- **Goal of the exercise**: The records must be duplicated exactly, with every picture left out.

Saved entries
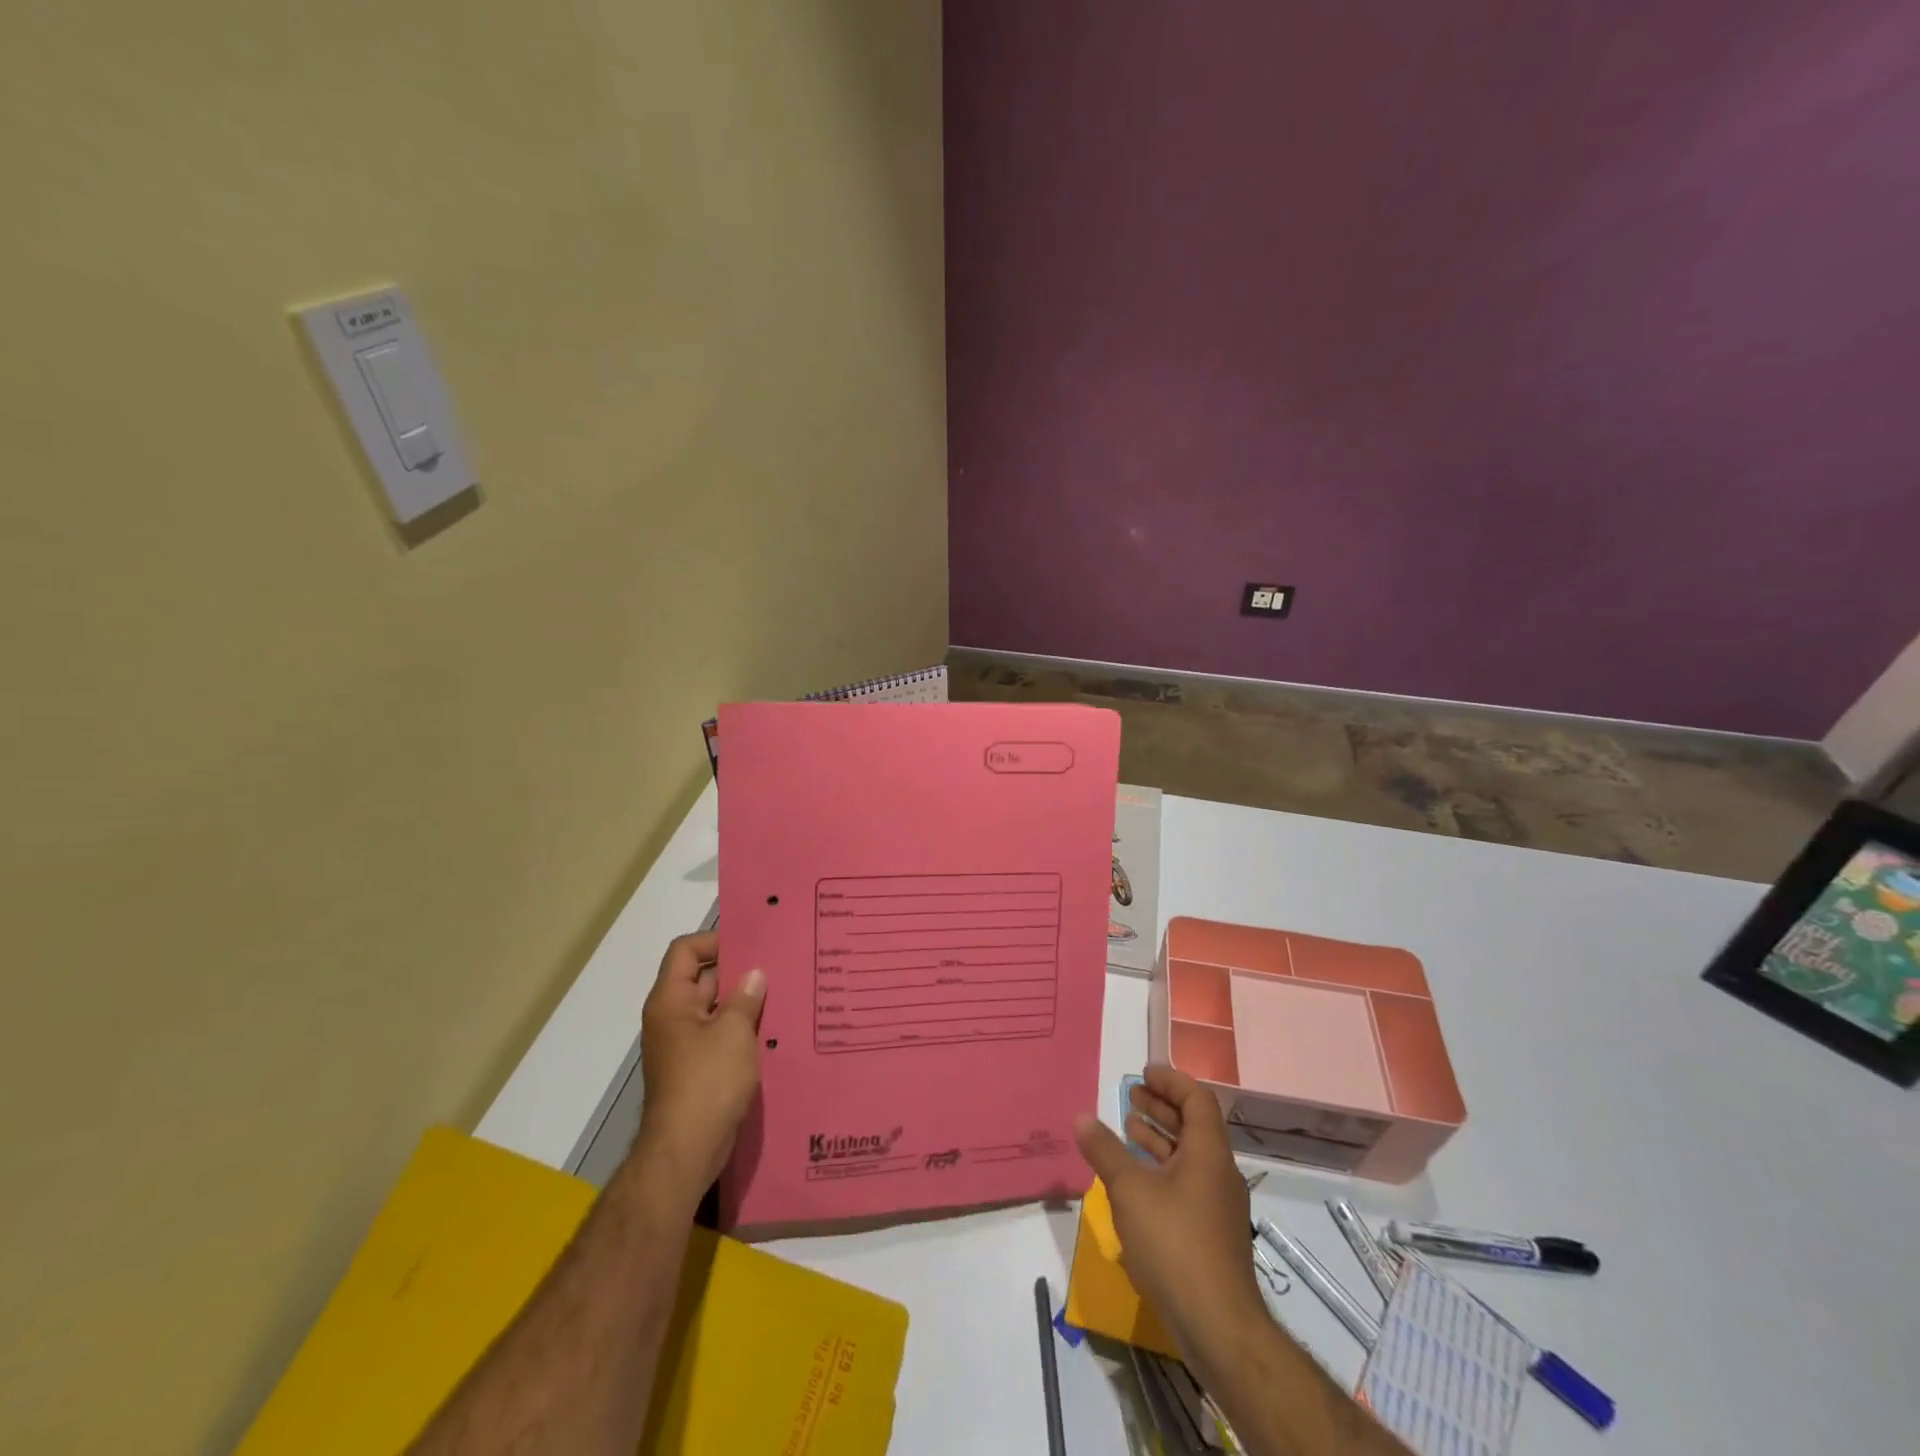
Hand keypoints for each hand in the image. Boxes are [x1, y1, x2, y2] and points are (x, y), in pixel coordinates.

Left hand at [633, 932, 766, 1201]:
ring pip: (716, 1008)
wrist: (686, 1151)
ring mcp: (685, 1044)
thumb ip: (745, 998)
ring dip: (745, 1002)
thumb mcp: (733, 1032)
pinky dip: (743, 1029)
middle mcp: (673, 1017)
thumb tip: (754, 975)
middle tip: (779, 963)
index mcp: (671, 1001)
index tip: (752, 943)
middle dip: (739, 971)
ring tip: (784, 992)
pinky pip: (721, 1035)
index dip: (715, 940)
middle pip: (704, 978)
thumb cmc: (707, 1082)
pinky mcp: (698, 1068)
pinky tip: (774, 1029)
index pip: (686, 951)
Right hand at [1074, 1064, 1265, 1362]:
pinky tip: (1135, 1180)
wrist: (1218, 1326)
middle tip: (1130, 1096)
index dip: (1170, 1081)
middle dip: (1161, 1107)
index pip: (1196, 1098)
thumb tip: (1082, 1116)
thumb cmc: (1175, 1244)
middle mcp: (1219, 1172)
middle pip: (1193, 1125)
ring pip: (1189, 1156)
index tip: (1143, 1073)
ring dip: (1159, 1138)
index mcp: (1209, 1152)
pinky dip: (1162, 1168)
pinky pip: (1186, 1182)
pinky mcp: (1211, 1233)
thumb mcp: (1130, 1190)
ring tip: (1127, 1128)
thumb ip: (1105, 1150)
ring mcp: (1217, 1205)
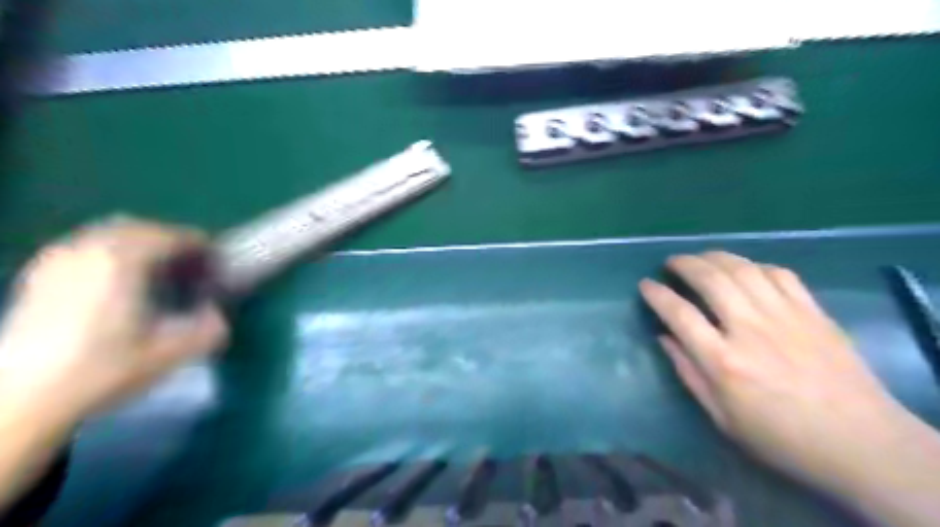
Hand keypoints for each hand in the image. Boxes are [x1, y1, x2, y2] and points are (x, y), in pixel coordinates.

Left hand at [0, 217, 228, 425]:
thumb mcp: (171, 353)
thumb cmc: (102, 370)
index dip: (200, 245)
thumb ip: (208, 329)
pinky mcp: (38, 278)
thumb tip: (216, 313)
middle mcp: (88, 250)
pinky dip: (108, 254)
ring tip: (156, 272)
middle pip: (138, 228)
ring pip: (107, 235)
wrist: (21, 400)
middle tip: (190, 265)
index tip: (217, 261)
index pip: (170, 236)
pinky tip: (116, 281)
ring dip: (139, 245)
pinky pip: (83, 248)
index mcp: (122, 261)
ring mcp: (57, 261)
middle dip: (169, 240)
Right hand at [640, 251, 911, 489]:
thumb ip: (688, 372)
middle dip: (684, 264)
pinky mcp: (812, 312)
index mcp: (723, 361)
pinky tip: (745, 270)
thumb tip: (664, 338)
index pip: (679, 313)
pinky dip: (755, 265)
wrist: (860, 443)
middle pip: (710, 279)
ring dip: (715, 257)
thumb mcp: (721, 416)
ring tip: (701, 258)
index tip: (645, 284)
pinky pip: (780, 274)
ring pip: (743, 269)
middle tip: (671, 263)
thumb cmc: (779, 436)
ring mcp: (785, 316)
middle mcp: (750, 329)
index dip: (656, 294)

- **Reply to the task**:
Hand keypoints for each hand in the image. Boxes are [x1, y1, x2, y2] and points are (x, y), in pixel coordinates.

Left hand at [633, 932, 766, 1201]:
ring pip: (716, 1008)
wrist: (686, 1151)
ring mcp: (685, 1044)
thumb ip: (745, 998)
ring dip: (745, 1002)
thumb mcp: (733, 1032)
pinky dip: (743, 1029)
middle mcp: (673, 1017)
thumb tip: (754, 975)
middle tip: (779, 963)
index mcp: (671, 1001)
index tip: (752, 943)
middle dip: (739, 971)
ring tip: (784, 992)
pinky pip: (721, 1035)
index dip: (715, 940)
middle pip: (704, 978)
thumb cmc: (707, 1082)
pinky mcp: (698, 1068)
pinky tip: (774, 1029)
index pip: (686, 951)
Right hand at [1074, 1064, 1265, 1362]:
pinky tip: (1135, 1180)
wrist: (1218, 1326)
middle tip: (1130, 1096)
index dip: (1170, 1081)
middle dip: (1161, 1107)
index pip: (1196, 1098)
thumb tip: (1082, 1116)
thumb cmc: (1175, 1244)
middle mcp: (1219, 1172)
middle pip: (1193, 1125)
ring pip: (1189, 1156)
index tip: (1143, 1073)
ring dip: (1159, 1138)
index mcp: (1209, 1152)
pinky dip: (1162, 1168)
pinky pip: (1186, 1182)
pinky mcp: (1211, 1233)
thumb mcp: (1130, 1190)
ring tip: (1127, 1128)
thumb ip: (1105, 1150)
ring mcp: (1217, 1205)
Hand keypoints for each hand in the image. Boxes are [x1, y1, x2, y2] and points are (x, y), in pixel coordinates.

Left hand at [0, 217, 228, 425]:
thumb mcp: (171, 353)
thumb cmc: (102, 370)
index dip: (200, 245)
thumb ip: (208, 329)
pinky mcp: (38, 278)
thumb tip: (216, 313)
middle mcp: (88, 250)
pinky dip: (108, 254)
ring tip: (156, 272)
middle pip: (138, 228)
ring pip: (107, 235)
wrist: (21, 400)
middle tip: (190, 265)
index tip: (217, 261)
index pip: (170, 236)
pinky tip: (116, 281)
ring dip: (139, 245)
pinky pip: (83, 248)
index mcp: (122, 261)
ring mcp: (57, 261)
middle dip: (169, 240)
Right hand at [640, 251, 911, 489]:
thumb ip: (688, 372)
middle dip: (684, 264)
pinky mcp: (812, 312)
index mcp: (723, 361)
pinky tip: (745, 270)
thumb tip: (664, 338)
index pip: (679, 313)
pinky dip: (755, 265)
wrist: (860, 443)
middle pip: (710, 279)
ring dip: (715, 257)
thumb mcp: (721, 416)
ring tip: (701, 258)
index tip: (645, 284)
pinky pip: (780, 274)
ring pip: (743, 269)
middle tip: (671, 263)
thumb cmc: (779, 436)
ring mcp: (785, 316)
middle mcp: (750, 329)
index dip: (656, 294)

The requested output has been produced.